In this exercise you are going to investigate features of HIV-1 evolution. You will do this by analyzing a large set of env-genes from HIV-1, subtype B. specifically, the DNA sequences analyzed here correspond to a region surrounding the hypervariable V3 region of the gp120 protein.

Like other retroviruses, particles of HIV are made up of 2 copies of a single-stranded RNA genome packaged inside a protein core, or capsid. The core particle also contains viral proteins that are essential for the early steps of the virus life cycle, such as reverse transcription and integration. A lipid envelope, derived from the infected cell, surrounds the core particle. Embedded in this envelope are the surface glycoproteins of HIV: gp120 and gp41. The gp120 protein is crucial for binding of the virus particle to target cells, while gp41 is important for the subsequent fusion event. It is the specific affinity of gp120 for the CD4 protein that targets HIV to those cells of the immune system that express CD4 on their surface (e.g., T-helper lymphocytes, monocytes, and macrophages).

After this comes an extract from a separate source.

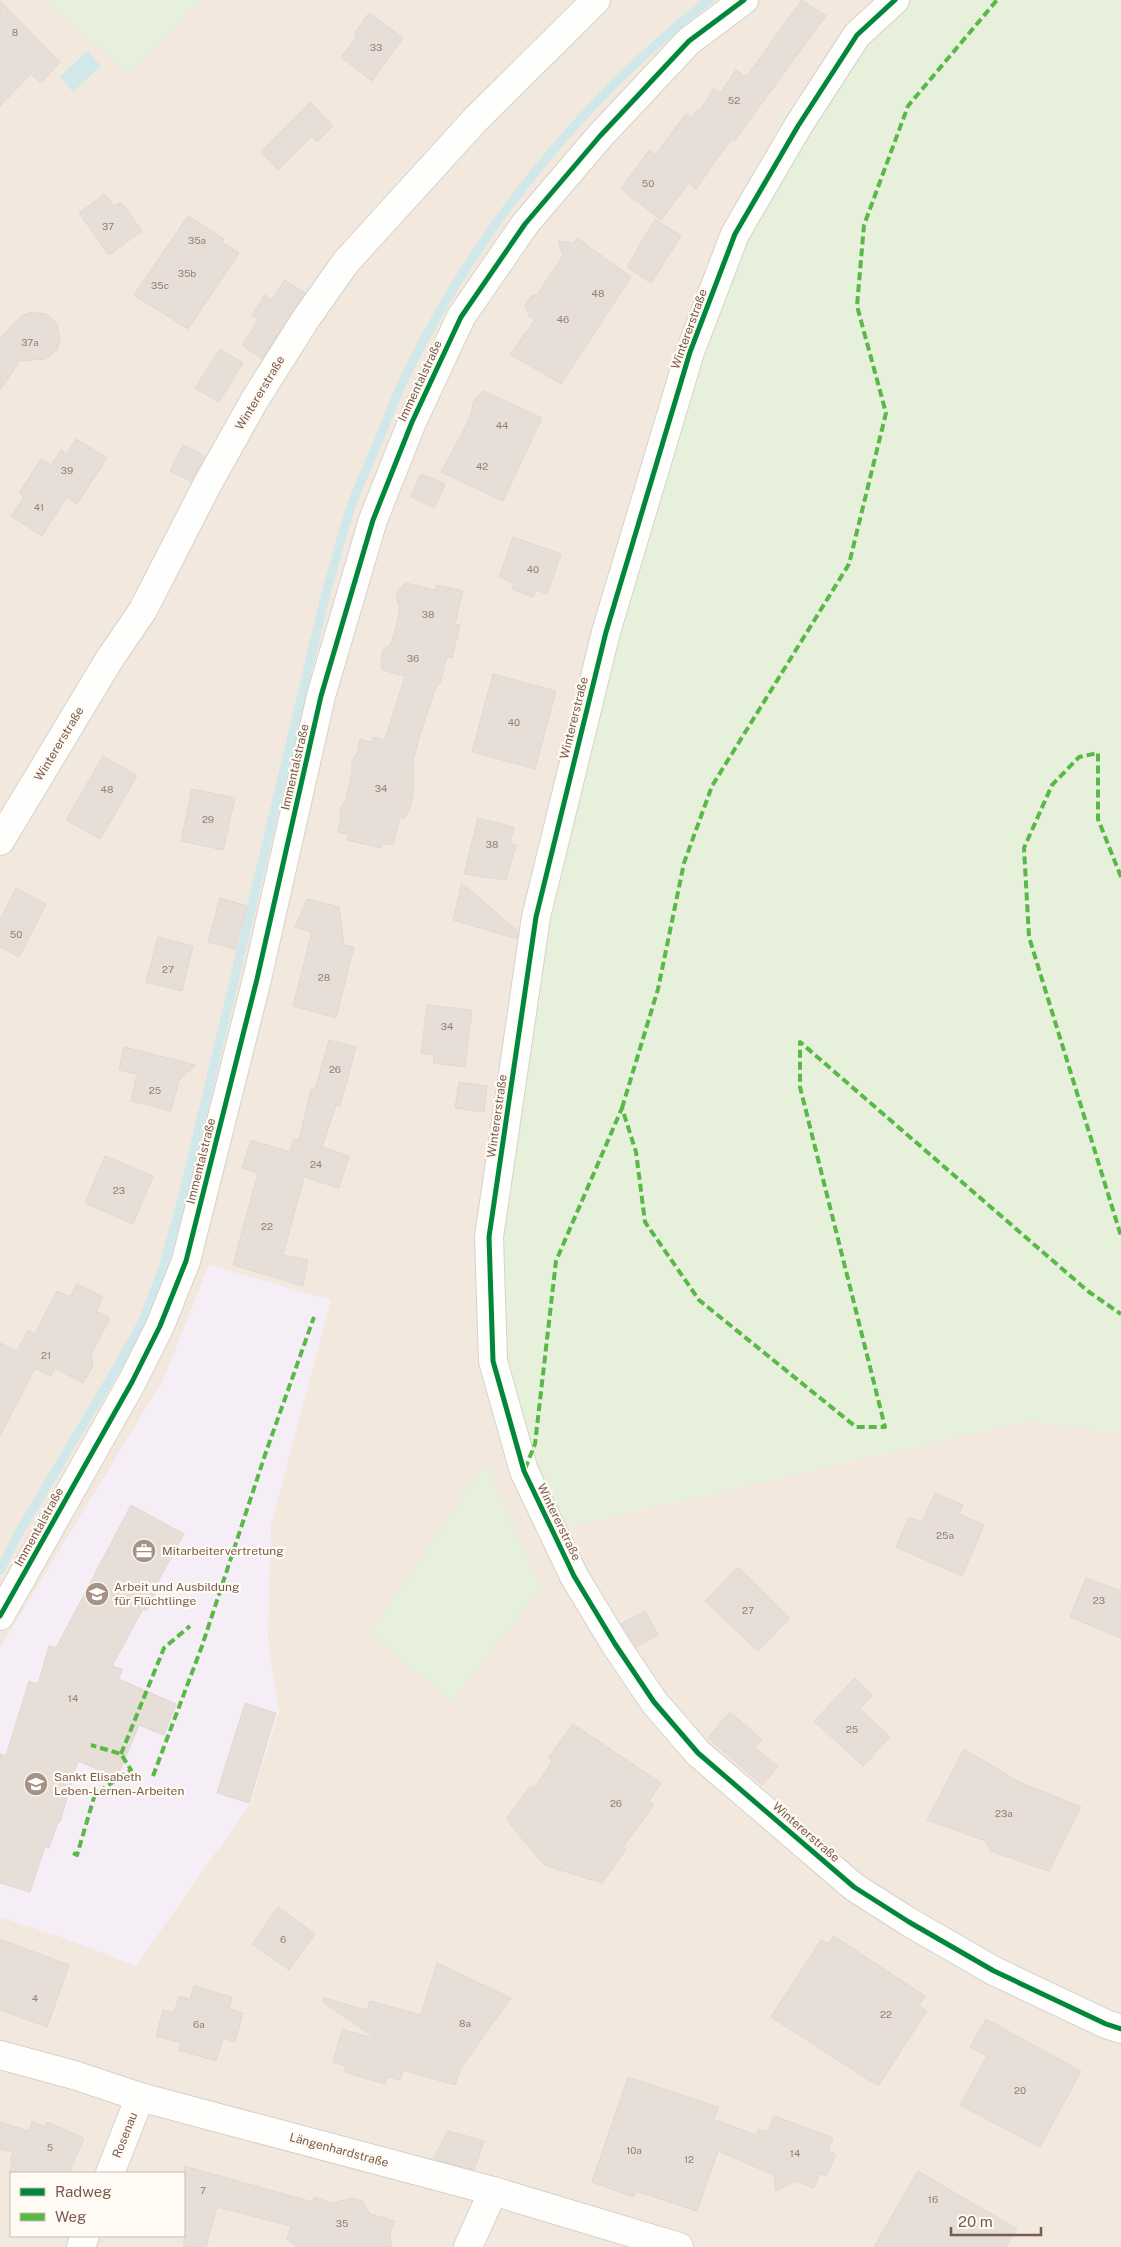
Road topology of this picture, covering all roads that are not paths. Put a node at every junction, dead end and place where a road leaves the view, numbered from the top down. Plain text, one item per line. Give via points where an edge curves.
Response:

The role gp120 plays in infection and the fact that it is situated on the surface of the HIV particle, means it is an obvious target for the immune response. That means that there may be a considerable selective pressure on gp120 for creating immune-escape mutants, where amino acids in the gp120 epitopes have been substituted. In this exercise you will construct a maximum likelihood tree that we will subsequently use to investigate whether you can detect such a selective pressure on parts of gp120, again using maximum likelihood methods.

One major goal with the exercise is to introduce you to statistically based methods for assessing the strength of evidence for a set of alternative hypotheses about some biological system of interest. The model selection method we will use is AIC (Akaike Information Criterion), based on which you will compute model probabilities. A second goal is to make you aware that phylogenetic analysis is not only about constructing trees, but that it is also a useful framework for analyzing biological questions more generally.

Specifically, you will

perform a multiple alignment of gp120 DNA sequences taking protein-level information into account (using revtrans).
select a suitable nucleotide substitution model (using jmodeltest2)
construct a phylogenetic tree (using PAUP).
try to detect positively selected sites in gp120 (using PAML).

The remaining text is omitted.